Lab Results Reports: These reports detail the findings of laboratory tests, much like the Laboratory Results section of the discharge papers. They are vital for the ongoing care of patients, especially for those with conditions requiring monitoring, such as TB, by providing clear records of test outcomes and diagnoses.
Follow-Up Appointment Cards: These cards provide specific details about who the patient should see, and when, for their next appointment, paralleling the Patient Follow-Up Appointment section of the discharge papers. Both ensure the patient is aware of and attends necessary post-discharge medical consultations.

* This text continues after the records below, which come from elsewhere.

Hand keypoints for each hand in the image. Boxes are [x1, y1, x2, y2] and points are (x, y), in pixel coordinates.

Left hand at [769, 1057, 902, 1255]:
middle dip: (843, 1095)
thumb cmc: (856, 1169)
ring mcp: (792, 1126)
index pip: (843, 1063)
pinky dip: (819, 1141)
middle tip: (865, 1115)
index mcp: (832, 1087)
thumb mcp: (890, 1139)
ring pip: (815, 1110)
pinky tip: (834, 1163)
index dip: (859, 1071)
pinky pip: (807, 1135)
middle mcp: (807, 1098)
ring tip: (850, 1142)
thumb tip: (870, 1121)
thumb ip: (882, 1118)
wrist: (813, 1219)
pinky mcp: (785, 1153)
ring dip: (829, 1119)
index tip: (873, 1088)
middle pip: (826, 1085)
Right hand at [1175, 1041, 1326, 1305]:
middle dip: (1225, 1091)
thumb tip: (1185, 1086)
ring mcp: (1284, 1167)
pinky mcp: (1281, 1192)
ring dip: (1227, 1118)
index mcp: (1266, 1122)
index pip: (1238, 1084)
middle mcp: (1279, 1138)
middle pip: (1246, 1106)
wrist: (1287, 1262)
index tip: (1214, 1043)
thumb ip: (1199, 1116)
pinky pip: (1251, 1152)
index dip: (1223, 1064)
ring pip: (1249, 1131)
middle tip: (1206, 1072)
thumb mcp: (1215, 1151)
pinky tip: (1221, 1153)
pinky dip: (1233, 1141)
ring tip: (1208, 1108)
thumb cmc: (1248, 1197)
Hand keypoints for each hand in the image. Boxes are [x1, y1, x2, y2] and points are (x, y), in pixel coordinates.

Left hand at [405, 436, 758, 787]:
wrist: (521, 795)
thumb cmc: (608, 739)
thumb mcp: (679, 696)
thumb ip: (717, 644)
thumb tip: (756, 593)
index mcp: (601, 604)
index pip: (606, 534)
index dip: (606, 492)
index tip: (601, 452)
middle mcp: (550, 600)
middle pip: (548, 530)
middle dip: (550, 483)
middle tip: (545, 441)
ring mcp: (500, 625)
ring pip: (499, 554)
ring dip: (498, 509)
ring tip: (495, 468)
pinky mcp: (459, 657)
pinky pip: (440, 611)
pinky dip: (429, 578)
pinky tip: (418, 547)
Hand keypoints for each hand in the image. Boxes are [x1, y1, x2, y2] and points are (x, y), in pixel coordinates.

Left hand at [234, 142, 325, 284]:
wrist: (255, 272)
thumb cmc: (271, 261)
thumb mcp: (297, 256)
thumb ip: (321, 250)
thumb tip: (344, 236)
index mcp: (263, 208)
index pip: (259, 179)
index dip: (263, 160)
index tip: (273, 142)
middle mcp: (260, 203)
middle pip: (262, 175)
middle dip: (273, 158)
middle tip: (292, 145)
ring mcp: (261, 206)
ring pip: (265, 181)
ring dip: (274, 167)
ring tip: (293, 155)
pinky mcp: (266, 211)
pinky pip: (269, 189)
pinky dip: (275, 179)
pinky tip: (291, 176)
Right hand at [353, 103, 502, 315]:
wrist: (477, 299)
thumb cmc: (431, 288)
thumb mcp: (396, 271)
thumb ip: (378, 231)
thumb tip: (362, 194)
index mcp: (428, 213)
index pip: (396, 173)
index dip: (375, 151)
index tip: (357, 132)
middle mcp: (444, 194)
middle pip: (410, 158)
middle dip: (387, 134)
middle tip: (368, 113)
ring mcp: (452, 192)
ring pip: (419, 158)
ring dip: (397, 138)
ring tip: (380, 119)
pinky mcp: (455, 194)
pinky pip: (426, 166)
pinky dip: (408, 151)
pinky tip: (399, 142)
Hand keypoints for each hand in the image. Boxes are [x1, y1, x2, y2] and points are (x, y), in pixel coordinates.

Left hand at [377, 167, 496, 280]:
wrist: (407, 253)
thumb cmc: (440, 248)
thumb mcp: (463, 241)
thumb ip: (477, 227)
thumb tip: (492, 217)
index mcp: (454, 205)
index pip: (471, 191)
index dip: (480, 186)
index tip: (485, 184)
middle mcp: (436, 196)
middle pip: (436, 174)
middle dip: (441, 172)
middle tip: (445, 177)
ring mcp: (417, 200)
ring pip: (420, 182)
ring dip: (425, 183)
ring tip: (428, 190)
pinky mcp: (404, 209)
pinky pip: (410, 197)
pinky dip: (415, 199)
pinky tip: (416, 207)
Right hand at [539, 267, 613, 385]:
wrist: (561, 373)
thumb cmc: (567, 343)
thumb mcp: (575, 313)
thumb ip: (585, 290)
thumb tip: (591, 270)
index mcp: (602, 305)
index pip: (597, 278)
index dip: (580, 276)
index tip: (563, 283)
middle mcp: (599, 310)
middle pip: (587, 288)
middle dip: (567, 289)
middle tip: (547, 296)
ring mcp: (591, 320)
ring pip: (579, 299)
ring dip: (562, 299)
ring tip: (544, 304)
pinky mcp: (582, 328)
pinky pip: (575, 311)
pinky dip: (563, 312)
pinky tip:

When completing the Hospital Discharge Papers form, there are several do's and don'ts to keep in mind to ensure the process is carried out smoothly and accurately.
Things You Should Do:
Things You Shouldn't Do:
Many people have misconceptions about Hospital Discharge Papers, particularly the Hospital Discharge Approval Request Form issued by the New York City Department of Health and Mental Hygiene Bureau of Tuberculosis Control. Here are nine common misunderstandings clarified:
It is only for tuberculosis patients: While it focuses on TB patients, the form is a standard procedure for the discharge of any patient with an infectious disease that poses a public health concern, ensuring continued treatment and monitoring.
A signature from the patient is required: The form requires the signature of the responsible physician at the discharging facility, not the patient. This highlights the responsibility of the medical professional in ensuring proper discharge protocol.
It can be submitted at any time: The form must be submitted at least 72 hours prior to the anticipated discharge date to allow sufficient time for the Department of Health and Mental Hygiene to review.
Patient follow-up is optional: Section C mandates that details about the patient's follow-up appointment be included, underscoring the importance of continued care after discharge.
Personal contact information is not necessary: Patient contact information is crucial, as outlined in Section A, ensuring that the patient can be reached for follow-up appointments or in case of an emergency.
The form is a substitute for case reports: Submitting a discharge approval request form does not replace the legal requirement to report confirmed or suspected TB cases through the appropriate channels, as stated at the end of the document.
Approval is guaranteed upon form submission: Receipt of the form by the Department of Health does not equate to automatic approval. It must first be reviewed, and the provider will be notified of the approval or if additional information is needed.
Details about TB therapy are irrelevant: Section E demands detailed information about the TB treatment plan, emphasizing the importance of medication adherence and ongoing management of the disease post-discharge.
It's unnecessary to report potential barriers to therapy adherence: Identifying potential obstacles to TB therapy adherence is essential for creating an effective follow-up plan, ensuring the patient receives the necessary support to complete their treatment.
Understanding these aspects of the Hospital Discharge Approval Request Form helps in recognizing its role in public health. It ensures that patients with infectious diseases like tuberculosis receive the required care and monitoring after leaving the hospital, aiming to prevent the spread of the disease within the community.
Filling out Hospital Discharge Papers, specifically the TB Hospital Discharge Approval Request Form (TB 354) in New York City, requires careful attention to ensure a smooth transition for patients diagnosed with infectious Tuberculosis (TB) from hospital care to their next phase of treatment or living situation. Here are five key takeaways:
Completing the Hospital Discharge Approval Request Form attentively and adhering to the outlined protocol supports effective TB control and management, safeguarding both the patient and the broader community.